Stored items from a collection

============================================================

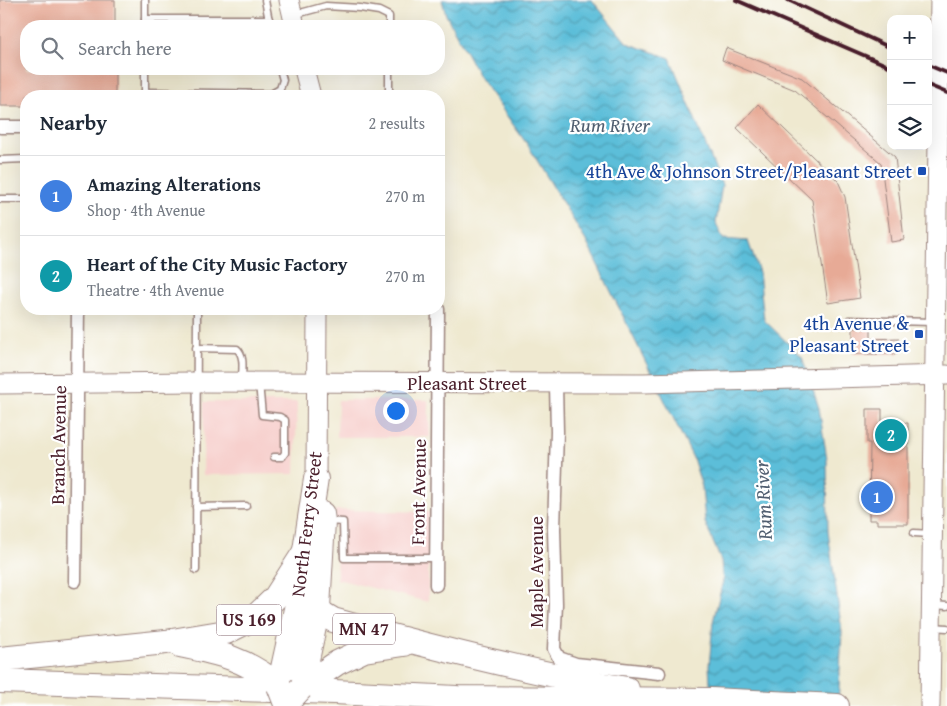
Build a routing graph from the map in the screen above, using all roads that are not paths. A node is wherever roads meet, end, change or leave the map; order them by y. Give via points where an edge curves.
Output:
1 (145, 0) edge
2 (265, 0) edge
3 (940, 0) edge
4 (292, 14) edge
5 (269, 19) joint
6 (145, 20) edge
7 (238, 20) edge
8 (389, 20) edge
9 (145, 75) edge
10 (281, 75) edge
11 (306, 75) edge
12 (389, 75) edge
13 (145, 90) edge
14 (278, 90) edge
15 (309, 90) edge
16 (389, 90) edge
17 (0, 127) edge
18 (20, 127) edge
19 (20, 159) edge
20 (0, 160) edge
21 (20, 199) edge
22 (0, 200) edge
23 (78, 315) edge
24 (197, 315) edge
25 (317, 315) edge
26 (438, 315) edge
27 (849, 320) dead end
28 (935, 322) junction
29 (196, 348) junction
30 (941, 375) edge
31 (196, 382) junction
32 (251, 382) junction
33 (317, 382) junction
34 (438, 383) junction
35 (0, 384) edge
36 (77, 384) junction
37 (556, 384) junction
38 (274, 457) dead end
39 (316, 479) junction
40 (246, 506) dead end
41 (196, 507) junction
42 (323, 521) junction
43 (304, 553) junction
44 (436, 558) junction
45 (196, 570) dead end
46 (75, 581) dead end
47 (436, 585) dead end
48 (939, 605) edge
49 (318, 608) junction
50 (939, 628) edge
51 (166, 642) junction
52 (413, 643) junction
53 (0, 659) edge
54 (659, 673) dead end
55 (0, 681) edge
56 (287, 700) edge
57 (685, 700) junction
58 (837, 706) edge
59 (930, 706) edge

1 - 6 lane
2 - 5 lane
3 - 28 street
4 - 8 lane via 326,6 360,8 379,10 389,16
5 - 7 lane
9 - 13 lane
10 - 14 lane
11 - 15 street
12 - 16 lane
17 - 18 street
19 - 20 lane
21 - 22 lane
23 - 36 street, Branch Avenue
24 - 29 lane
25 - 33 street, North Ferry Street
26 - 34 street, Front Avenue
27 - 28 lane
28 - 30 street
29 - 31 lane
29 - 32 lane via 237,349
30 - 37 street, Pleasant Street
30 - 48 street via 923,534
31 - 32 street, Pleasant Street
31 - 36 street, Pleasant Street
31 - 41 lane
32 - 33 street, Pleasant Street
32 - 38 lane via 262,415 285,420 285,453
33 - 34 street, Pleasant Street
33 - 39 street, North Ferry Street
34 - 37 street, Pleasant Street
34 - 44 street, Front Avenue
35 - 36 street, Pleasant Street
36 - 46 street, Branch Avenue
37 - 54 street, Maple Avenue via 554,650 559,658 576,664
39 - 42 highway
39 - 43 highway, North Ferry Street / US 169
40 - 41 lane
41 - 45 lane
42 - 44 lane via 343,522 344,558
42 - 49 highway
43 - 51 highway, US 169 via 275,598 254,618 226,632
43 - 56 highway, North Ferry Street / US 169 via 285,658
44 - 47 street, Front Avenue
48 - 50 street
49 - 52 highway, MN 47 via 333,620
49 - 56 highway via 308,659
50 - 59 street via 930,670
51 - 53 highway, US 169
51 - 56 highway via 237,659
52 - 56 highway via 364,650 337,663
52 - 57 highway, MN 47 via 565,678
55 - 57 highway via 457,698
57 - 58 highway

============================================================

= YOUR INSTRUCTIONS =
Each line holding "Front" in the records should be copied out.

= EXPECTED ANSWER =
26 - 34 street, Front Avenue
34 - 44 street, Front Avenue
44 - 47 street, Front Avenue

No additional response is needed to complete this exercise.